- [WHAT THIS TASK INVOLVES] The answer must be a single number: the count of lines in these records that hold "road".

(DATASET ENTRIES)

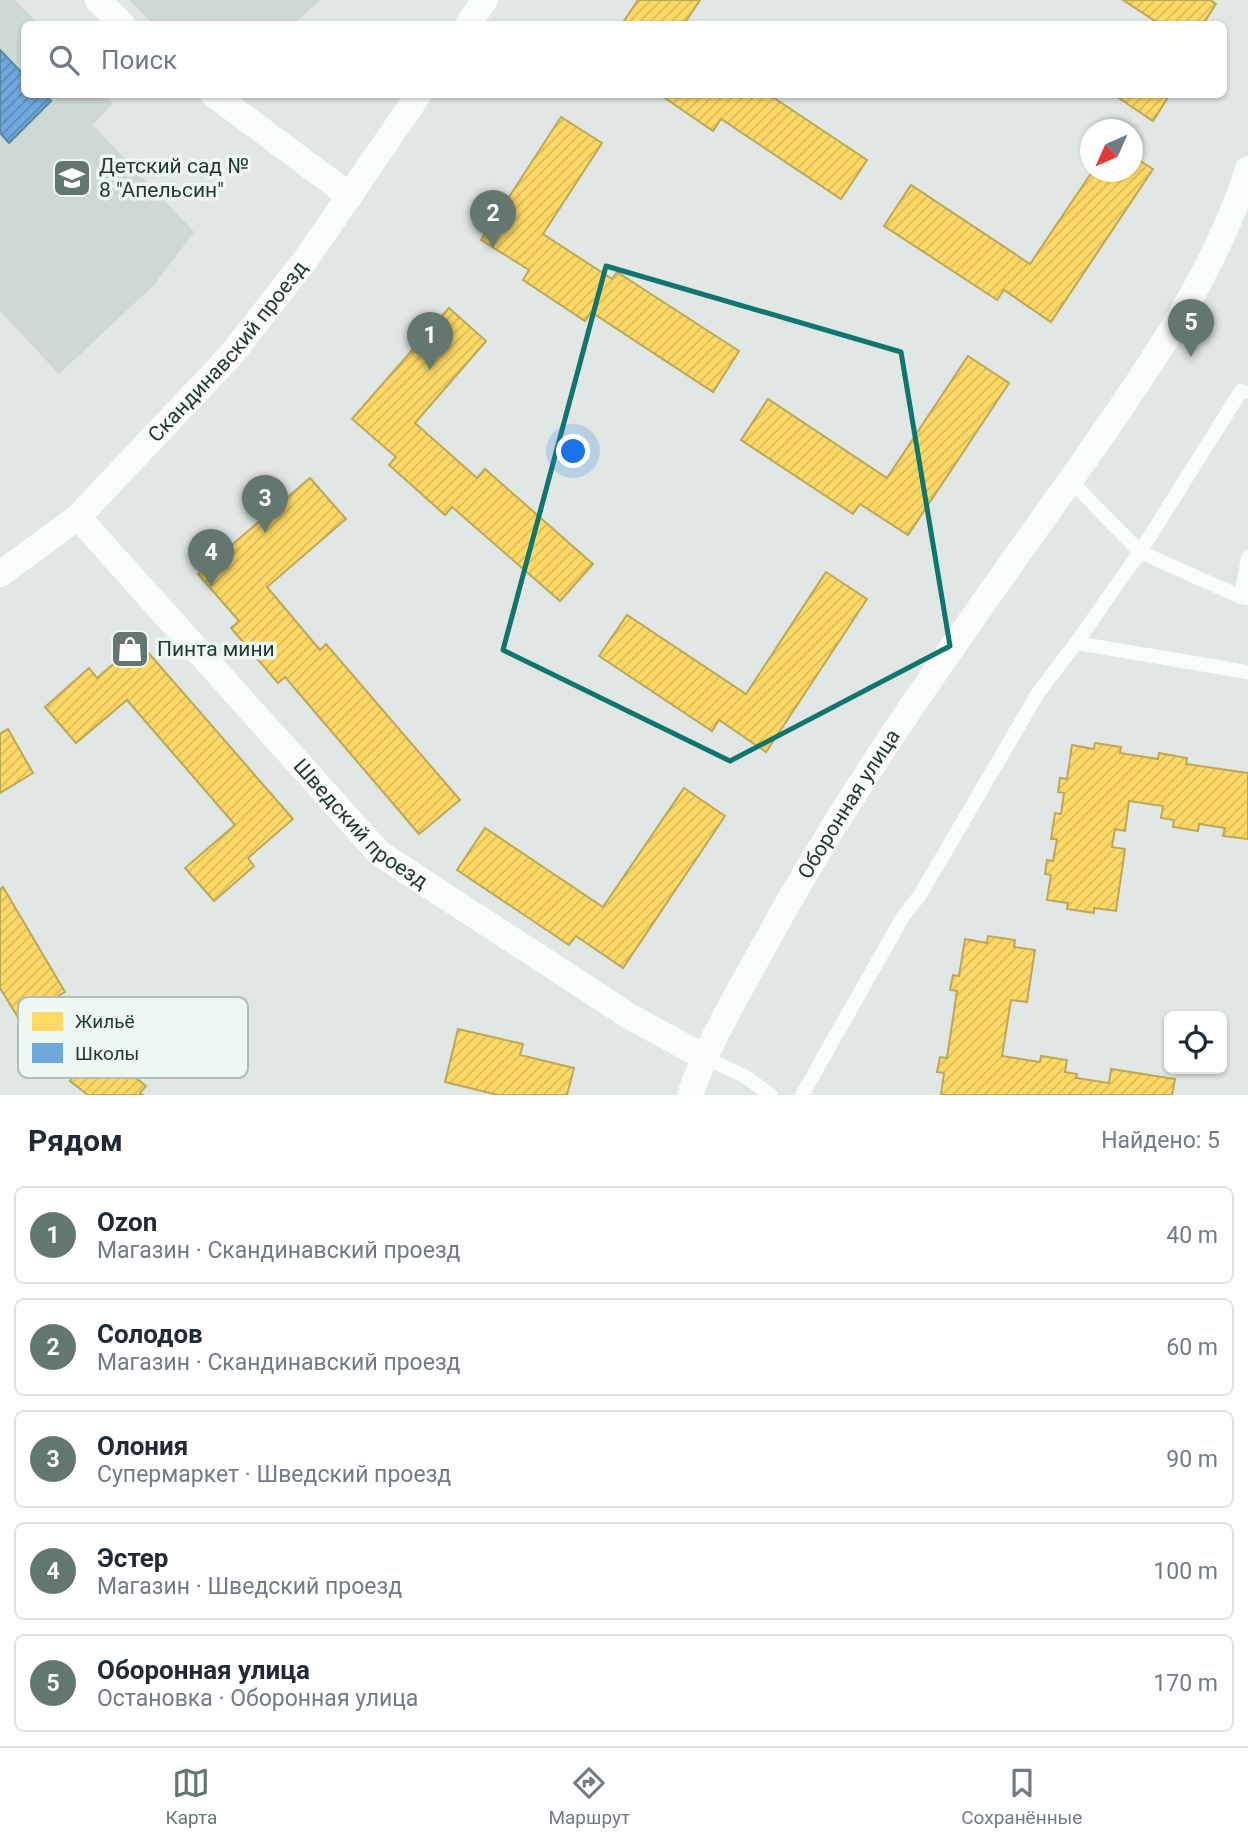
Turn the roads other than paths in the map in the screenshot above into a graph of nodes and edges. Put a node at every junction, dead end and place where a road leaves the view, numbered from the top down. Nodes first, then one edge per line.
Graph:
1 (98, 0) edge
2 (485, 0) edge
3 (119, 21) edge
4 (470, 21) edge
5 (218, 98) edge
6 (416, 98) edge
7 (1248, 169) edge
8 (350, 195) junction
9 (1246, 388) edge
10 (1070, 480) junction
11 (78, 517) junction
12 (1140, 552) junction
13 (1248, 558) edge
14 (0, 574) edge
15 (1244, 597) edge
16 (1076, 643) junction
17 (1248, 672) edge
18 (704, 1057) junction
19 (690, 1095) edge
20 (771, 1095) edge
21 (802, 1095) edge

1 - 3 street
2 - 4 street
5 - 8 street
6 - 8 street, Скандинавский проезд
7 - 10 street, Оборонная улица
8 - 11 street, Скандинавский проезд
9 - 12 lane
10 - 12 lane
10 - 18 street, Оборонная улица
11 - 14 street, Скандинавский проезд
11 - 18 street, Шведский проезд
12 - 15 lane
12 - 16 lane
13 - 15 lane
16 - 17 lane
16 - 21 lane
18 - 19 street, Оборонная улица
18 - 20 lane

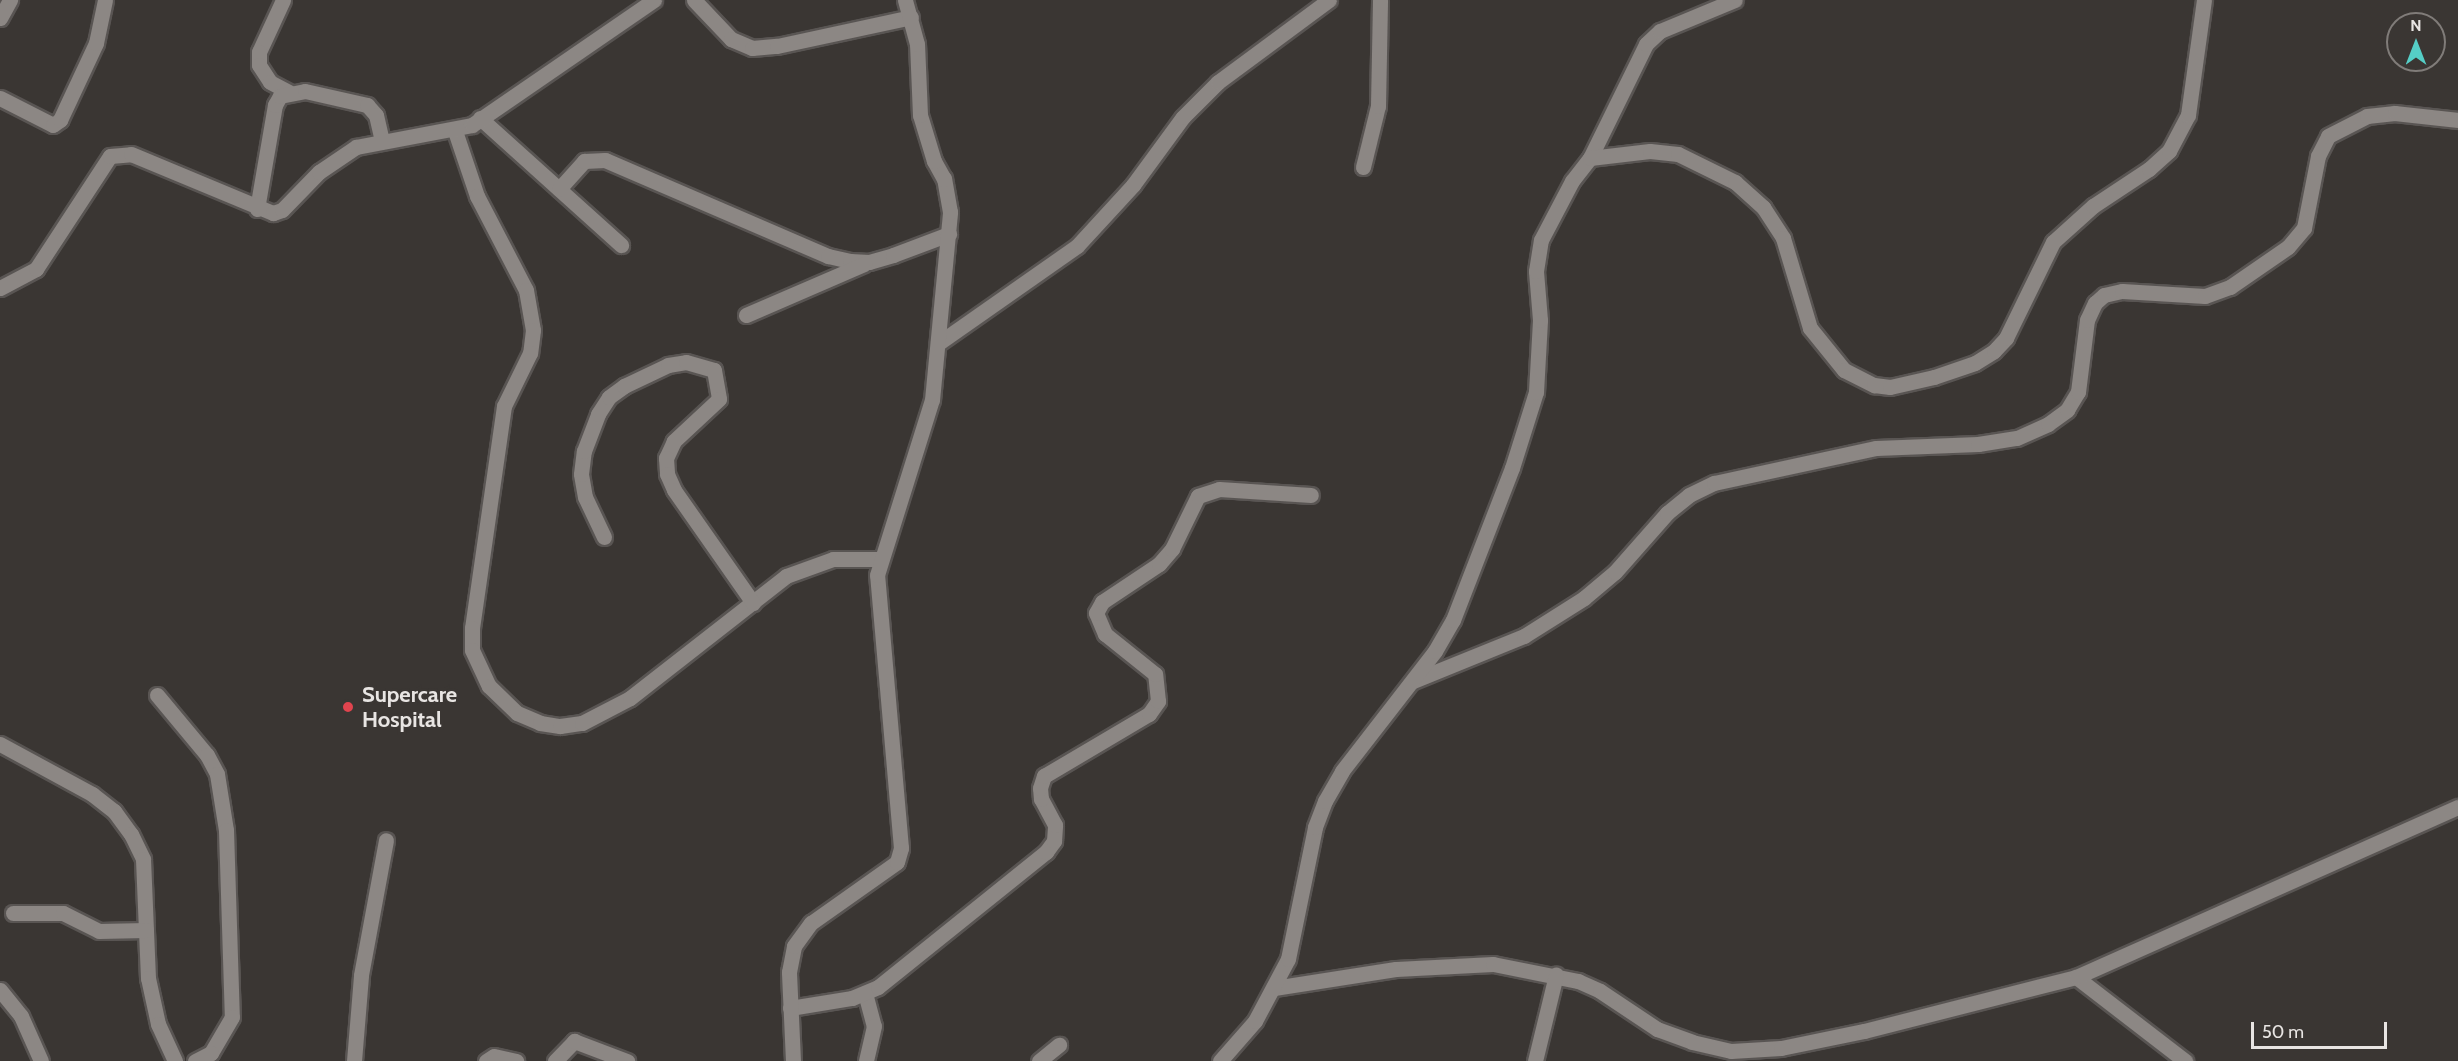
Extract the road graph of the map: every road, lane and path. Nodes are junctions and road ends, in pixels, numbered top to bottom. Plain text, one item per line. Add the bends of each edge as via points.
1 (10, 0) edge
2 (105, 0) edge
3 (283, 0) edge
4 (654, 0) edge
5 (694, 0) edge
6 (905, 0) edge
7 (1329, 0) edge
8 (1380, 0) edge
9 (1735, 0) edge
10 (2204, 0) edge
11 (910, 17) junction
12 (0, 18) edge
13 (289, 92) junction
14 (0, 98) edge
15 (480, 118) junction
16 (2458, 120) edge
17 (455, 130) junction
18 (382, 140) junction
19 (1590, 158) junction
20 (1363, 168) dead end
21 (559, 189) junction
22 (257, 209) junction
23 (949, 234) junction
24 (621, 245) dead end
25 (869, 262) junction
26 (0, 288) edge
27 (746, 315) dead end
28 (940, 342) junction
29 (1311, 495) dead end
30 (604, 537) dead end
31 (881, 559) junction
32 (753, 603) junction
33 (1411, 682) junction
34 (157, 695) dead end
35 (0, 744) edge
36 (2458, 807) edge
37 (387, 840) dead end
38 (13, 914) dead end
39 (146, 930) junction
40 (1556, 975) junction
41 (2076, 977) junction
42 (1274, 988) junction
43 (0, 990) edge
44 (865, 993) junction
45 (790, 1008) junction
46 (1059, 1046) dead end
47 (41, 1061) edge
48 (175, 1061) edge
49 (195, 1061) edge
50 (354, 1061) edge
51 (486, 1061) edge
52 (516, 1061) edge
53 (555, 1061) edge
54 (627, 1061) edge
55 (793, 1061) edge
56 (866, 1061) edge
57 (1039, 1061) edge
58 (1220, 1061) edge
59 (1535, 1061) edge
60 (2185, 1061) edge

1 - 12 street
2 - 14 street via 96,43 60,120 53,124
3 - 13 street via 259,52 259,65 270,82
4 - 15 street
5 - 11 street via 731,39 752,48
6 - 11 street
7 - 28 street via 1218,82 1183,117 1133,185 1077,246
8 - 20 street via 1378,106
9 - 19 street via 1660,31 1646,44
10 - 19 street via 2188,114 2169,151 2093,206 2053,242 2006,338 1994,351 1975,363 1934,377 1890,387 1874,385 1844,370 1810,328 1783,238 1763,207 1735,182 1678,154 1650,152
11 - 23 street via 917,44 920,114 949,195
13 - 18 street via 305,91 367,105 376,114
13 - 22 street via 275,105
15 - 17 street
15 - 21 street
16 - 33 street via 2395,113 2367,116 2328,136 2318,156 2304,228 2288,247 2230,287 2205,296 2122,291 2104,295 2087,320 2078,392 2067,410 2048,424 2017,438 1978,444 1876,448 1714,483 1689,495 1667,513 1616,572 1584,598 1524,636
17 - 18 street
17 - 32 street via 477,196 526,290 532,330 530,353 500,422 472,628 477,668 489,686 518,713 560,726 582,723 630,698
18 - 22 street via 356,147 335,160 282,210 273,213
19 - 33 street via 1572,181 1541,240 1536,271 1540,320 1536,392 1512,468 1453,620
21 - 24 street
21 - 25 street via 584,161 605,160 828,256
22 - 26 street via 131,154 110,156 36,268
23 - 25 street
23 - 28 street
25 - 27 street
28 - 31 street via 933,400
29 - 44 street via 1206,491 1198,496 1172,549 1159,564 1102,602 1096,613 1098,624 1155,674 1158,701 1149,714 1044,776 1041,799 1056,825 1054,842 1046,852 904,970
30 - 32 street via 585,497 581,474 590,430 603,405 640,376 668,365 686,362 714,370 719,399 674,441 666,458 667,474 674,490
31 - 32 street via 832,559 808,566 786,576
31 - 45 street via 876,591 901,848 897,862 812,923 794,946 789,972
33 - 42 street via 1342,771 1325,801 1313,836 1288,959
34 - 49 street via 207,755 217,774 226,830 232,1017 211,1053
35 - 39 street via 92,794 114,811 143,859
36 - 41 street
37 - 50 street via 361,975
38 - 39 street via 63,914 99,931
39 - 48 street via 148,978 158,1024
40 - 41 street via 1600,991 1657,1029 1731,1051 1781,1048 1864,1031
40 - 42 street via 1463,963
40 - 59 street
41 - 60 street
42 - 58 street via 1255,1021
43 - 47 street via 21,1016
44 - 45 street
44 - 56 street via 874,1026
45 - 55 street
46 - 57 street
51 - 52 street via 494,1056
53 - 54 street via 574,1041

(End DATASET ENTRIES)

- [YOUR RESPONSE] 2